**** MATERIAL FOR THIS TASK ****

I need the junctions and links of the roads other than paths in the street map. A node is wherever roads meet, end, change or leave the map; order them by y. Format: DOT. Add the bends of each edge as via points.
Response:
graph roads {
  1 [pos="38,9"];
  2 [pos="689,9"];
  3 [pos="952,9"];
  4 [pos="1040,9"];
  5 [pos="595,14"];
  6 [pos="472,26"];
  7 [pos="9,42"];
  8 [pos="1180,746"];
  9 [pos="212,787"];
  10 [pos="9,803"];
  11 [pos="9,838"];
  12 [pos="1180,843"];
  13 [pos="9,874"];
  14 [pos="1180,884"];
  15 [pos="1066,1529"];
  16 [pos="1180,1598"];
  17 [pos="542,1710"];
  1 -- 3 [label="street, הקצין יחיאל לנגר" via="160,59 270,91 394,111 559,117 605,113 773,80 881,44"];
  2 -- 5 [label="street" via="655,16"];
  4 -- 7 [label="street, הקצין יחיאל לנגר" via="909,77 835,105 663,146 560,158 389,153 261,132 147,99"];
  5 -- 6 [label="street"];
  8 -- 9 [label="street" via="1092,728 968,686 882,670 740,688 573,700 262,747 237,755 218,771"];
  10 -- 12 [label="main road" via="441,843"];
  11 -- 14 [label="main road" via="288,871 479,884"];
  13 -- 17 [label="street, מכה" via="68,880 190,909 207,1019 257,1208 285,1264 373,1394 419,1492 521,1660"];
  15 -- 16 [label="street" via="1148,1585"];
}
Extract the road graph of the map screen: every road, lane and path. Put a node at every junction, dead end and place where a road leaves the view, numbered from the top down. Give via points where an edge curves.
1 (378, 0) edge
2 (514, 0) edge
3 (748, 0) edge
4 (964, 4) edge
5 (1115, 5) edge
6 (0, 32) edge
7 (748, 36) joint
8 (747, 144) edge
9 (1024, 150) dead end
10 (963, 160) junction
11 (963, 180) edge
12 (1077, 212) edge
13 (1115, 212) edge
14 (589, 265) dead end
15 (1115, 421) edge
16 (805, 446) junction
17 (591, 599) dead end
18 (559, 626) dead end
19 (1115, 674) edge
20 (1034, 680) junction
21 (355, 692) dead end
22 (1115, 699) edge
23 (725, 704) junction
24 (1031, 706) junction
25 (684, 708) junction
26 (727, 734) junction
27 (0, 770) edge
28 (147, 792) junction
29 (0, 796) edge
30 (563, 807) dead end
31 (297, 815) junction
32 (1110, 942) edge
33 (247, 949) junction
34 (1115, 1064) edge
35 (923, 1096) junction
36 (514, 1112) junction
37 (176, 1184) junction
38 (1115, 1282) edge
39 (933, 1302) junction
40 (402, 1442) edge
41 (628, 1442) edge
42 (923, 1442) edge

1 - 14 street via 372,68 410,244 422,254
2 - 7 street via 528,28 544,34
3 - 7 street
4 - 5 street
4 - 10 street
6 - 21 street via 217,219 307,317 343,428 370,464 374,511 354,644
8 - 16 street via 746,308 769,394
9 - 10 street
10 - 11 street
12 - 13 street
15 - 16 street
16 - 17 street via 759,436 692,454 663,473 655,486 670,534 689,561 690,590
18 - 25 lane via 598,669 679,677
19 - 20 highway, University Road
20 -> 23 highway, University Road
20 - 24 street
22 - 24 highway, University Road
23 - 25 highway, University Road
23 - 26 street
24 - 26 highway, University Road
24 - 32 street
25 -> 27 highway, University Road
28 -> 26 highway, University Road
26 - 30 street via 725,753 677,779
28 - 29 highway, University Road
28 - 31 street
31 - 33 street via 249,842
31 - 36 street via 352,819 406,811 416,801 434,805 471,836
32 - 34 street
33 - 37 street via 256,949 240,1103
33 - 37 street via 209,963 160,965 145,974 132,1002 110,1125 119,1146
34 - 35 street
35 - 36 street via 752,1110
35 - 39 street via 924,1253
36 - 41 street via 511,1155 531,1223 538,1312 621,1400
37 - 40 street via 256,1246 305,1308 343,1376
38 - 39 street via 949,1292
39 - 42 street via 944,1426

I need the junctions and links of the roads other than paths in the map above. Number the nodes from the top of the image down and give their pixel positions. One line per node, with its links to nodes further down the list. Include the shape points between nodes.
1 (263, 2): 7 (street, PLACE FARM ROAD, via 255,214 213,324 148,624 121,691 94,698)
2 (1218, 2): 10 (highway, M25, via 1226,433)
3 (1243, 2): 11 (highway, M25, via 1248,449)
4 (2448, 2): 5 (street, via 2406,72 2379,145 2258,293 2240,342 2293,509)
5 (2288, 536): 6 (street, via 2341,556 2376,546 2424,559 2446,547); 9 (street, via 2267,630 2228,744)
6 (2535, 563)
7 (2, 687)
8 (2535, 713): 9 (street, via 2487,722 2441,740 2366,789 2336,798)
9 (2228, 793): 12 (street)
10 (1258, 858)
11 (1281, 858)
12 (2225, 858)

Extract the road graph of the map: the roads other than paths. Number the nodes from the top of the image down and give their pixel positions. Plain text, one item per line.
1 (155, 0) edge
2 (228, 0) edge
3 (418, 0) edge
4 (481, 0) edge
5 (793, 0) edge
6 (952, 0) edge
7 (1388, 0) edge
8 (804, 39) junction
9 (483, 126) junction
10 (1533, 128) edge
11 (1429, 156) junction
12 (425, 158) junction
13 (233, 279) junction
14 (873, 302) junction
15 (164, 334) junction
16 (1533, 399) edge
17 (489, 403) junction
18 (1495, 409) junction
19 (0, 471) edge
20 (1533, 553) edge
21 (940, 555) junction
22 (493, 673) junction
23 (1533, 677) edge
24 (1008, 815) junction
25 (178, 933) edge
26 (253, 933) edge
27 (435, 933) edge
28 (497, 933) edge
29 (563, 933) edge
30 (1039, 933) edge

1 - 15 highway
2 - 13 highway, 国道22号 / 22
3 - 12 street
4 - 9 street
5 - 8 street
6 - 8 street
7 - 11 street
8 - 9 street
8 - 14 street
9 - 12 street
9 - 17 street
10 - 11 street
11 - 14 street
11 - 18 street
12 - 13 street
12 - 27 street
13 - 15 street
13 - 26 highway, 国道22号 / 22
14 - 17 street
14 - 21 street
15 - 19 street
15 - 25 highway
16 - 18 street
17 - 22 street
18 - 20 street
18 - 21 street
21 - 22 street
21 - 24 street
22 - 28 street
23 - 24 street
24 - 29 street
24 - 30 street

****

In the records above, how many lines contain the word "יחיאל"? State only the number.

ANSWER BELOW: 2